**Collected data entries**
++++

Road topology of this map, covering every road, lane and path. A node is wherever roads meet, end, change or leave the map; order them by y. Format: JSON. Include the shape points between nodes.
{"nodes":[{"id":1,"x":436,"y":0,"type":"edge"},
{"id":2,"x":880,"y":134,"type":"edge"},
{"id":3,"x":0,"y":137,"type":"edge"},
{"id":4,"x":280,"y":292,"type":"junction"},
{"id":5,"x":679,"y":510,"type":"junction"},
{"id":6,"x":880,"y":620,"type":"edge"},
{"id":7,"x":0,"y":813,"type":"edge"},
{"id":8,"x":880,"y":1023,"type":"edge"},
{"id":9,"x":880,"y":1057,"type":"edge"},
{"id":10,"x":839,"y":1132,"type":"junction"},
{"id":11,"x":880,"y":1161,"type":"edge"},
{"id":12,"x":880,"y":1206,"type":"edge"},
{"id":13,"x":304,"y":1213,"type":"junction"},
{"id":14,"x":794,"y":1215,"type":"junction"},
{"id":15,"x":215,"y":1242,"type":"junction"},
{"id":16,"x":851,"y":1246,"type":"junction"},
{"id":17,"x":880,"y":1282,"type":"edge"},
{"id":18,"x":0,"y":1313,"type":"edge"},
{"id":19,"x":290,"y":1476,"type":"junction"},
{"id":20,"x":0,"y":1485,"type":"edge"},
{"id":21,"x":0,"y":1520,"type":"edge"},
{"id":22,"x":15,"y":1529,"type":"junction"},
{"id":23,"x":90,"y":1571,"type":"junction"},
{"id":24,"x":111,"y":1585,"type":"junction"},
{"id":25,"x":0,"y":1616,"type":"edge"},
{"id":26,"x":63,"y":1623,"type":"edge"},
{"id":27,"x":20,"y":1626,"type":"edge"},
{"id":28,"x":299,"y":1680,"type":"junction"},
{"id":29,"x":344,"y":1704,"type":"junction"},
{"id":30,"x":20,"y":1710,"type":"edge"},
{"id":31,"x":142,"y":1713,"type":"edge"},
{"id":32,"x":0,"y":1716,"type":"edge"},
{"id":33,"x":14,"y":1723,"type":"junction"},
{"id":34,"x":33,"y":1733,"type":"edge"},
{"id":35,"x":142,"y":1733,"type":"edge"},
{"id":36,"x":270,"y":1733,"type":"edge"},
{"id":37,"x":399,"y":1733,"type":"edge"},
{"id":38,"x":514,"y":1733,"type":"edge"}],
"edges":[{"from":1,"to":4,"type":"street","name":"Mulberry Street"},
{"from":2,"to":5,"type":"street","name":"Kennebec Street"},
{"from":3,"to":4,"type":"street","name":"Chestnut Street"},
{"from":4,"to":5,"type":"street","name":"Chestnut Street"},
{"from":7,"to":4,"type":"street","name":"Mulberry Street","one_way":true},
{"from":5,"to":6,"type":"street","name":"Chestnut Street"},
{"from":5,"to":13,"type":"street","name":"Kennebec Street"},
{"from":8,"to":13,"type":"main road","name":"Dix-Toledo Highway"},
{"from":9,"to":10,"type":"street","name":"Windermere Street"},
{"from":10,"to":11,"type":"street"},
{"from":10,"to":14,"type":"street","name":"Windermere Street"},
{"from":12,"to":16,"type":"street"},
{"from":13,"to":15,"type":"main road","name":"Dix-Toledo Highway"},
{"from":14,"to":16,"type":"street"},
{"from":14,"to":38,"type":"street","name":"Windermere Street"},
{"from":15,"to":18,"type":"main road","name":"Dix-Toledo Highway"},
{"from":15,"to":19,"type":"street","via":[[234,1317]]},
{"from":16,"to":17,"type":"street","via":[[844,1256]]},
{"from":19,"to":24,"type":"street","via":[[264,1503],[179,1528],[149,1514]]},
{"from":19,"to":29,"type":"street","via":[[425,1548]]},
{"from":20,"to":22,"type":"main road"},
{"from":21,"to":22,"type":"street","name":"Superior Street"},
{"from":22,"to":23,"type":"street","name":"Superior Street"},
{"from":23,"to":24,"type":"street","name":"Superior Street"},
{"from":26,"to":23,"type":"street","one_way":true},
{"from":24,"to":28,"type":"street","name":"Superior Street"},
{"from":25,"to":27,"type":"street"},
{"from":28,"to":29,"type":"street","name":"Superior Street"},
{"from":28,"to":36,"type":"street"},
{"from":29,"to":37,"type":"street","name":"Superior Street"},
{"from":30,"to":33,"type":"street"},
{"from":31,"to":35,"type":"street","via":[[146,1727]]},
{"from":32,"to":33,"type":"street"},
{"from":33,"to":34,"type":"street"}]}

++++

**Work item**
After reading the records above, transcribe them verbatim.

**Exercise answer**
Road topology of this map, covering every road, lane and path. A node is wherever roads meet, end, change or leave the map; order them by y. Format: JSON. Include the shape points between nodes.
{"nodes":[{"id":1,"x":436,"y":0,"type":"edge"},
{"id":2,"x":880,"y":134,"type":"edge"},
{"id":3,"x":0,"y":137,"type":"edge"},
{"id":4,"x":280,"y":292,"type":"junction"},
{"id":5,"x":679,"y":510,"type":"junction"},
{"id":6,"x":880,"y":620,"type":"edge"},
{"id":7,"x":0,"y":813,"type":"edge"},
{"id":8,"x":880,"y":1023,"type":"edge"},
{"id":9,"x":880,"y":1057,"type":"edge"},
{"id":10,"x":839,"y":1132,"type":"junction"},
{"id":11,"x":880,"y":1161,"type":"edge"},
{"id":12,"x":880,"y":1206,"type":"edge"},
{"id":13,"x":304,"y":1213,"type":"junction"},
{"id":14,"x":794,"y":1215,"type":"junction"},
{"id":15,"x":215,"y":1242,"type":"junction"},
{"id":16,"x":851,"y":1246,"type":"junction"},
{"id":17,"x":880,"y":1282,"type":"edge"},
{"id":18,"x":0,"y":1313,"type":"edge"},
{"id":19,"x":290,"y":1476,"type":"junction"},
{"id":20,"x":0,"y":1485,"type":"edge"},
{"id":21,"x":0,"y":1520,"type":"edge"},
{"id":22,"x":15,"y":1529,"type":"junction"},
{"id":23,"x":90,"y":1571,"type":"junction"},
{"id":24,"x":111,"y":1585,"type":"junction"},
{"id":25,"x":0,"y":1616,"type":"edge"},
{"id":26,"x":63,"y":1623,"type":"edge"},
{"id":27,"x":20,"y":1626,"type":"edge"},
{"id":28,"x":299,"y":1680,"type":"junction"},
{"id":29,"x":344,"y":1704,"type":"junction"},
{"id":30,"x":20,"y":1710,"type":"edge"},
{"id":31,"x":142,"y":1713,"type":"edge"},
{"id":32,"x":0,"y":1716,"type":"edge"},
{"id":33,"x":14,"y":1723,"type":"junction"},
{"id":34,"x":33,"y":1733,"type":"edge"},
{"id":35,"x":142,"y":1733,"type":"edge"},
{"id":36,"x":270,"y":1733,"type":"edge"},
{"id":37,"x":399,"y":1733,"type":"edge"},
{"id":38,"x":514,"y":1733,"type":"edge"}],
"edges":[{"from":1,"to":4,"type":"street","name":"Mulberry Street"},
{"from":2,"to":5,"type":"street","name":"Kennebec Street"},
{"from":3,"to":4,"type":"street","name":"Chestnut Street"},
{"from":4,"to":5,"type":"street","name":"Chestnut Street"},
{"from":7,"to":4,"type":"street","name":"Mulberry Street","one_way":true},
{"from":5,"to":6,"type":"street","name":"Chestnut Street"},
{"from":5,"to":13,"type":"street","name":"Kennebec Street"},
{"from":8,"to":13,"type":"main road","name":"Dix-Toledo Highway"},
{"from":9,"to":10,"type":"street","name":"Windermere Street"},
{"from":10,"to":11,"type":"street"},
{"from":10,"to":14,"type":"street","name":"Windermere Street"},
{"from":12,"to":16,"type":"street"},
{"from":13,"to":15,"type":"main road","name":"Dix-Toledo Highway"},
{"from":14,"to":16,"type":"street"},
{"from":14,"to":38,"type":"street","name":"Windermere Street"},
{"from":15,"to":18,"type":"main road","name":"Dix-Toledo Highway"},
{"from":15,"to":19,"type":"street","via":[[234,1317]]},
{"from":16,"to":17,"type":"street","via":[[844,1256]]},
{"from":19,"to":24,"type":"street","via":[[264,1503],[179,1528],[149,1514]]},
{"from":19,"to":29,"type":"street","via":[[425,1548]]},
{"from":20,"to":22,"type":"main road"},
{"from":21,"to":22,"type":"street","name":"Superior Street"},
{"from":22,"to":23,"type":"street","name":"Superior Street"},
{"from":23,"to":24,"type":"street","name":"Superior Street"},
{"from":26,"to":23,"type":"street","one_way":true},
{"from":24,"to":28,"type":"street","name":"Superior Street"},
{"from":25,"to":27,"type":"street"},
{"from":28,"to":29,"type":"street","name":"Superior Street"},
{"from":28,"to":36,"type":"street"},
{"from":29,"to":37,"type":"street","name":"Superior Street"},
{"from":30,"to":33,"type":"street"},
{"from":31,"to":35,"type":"street","via":[[146,1727]]},
{"from":32,"to":33,"type":"street"},
{"from":33,"to":34,"type":"street"}]}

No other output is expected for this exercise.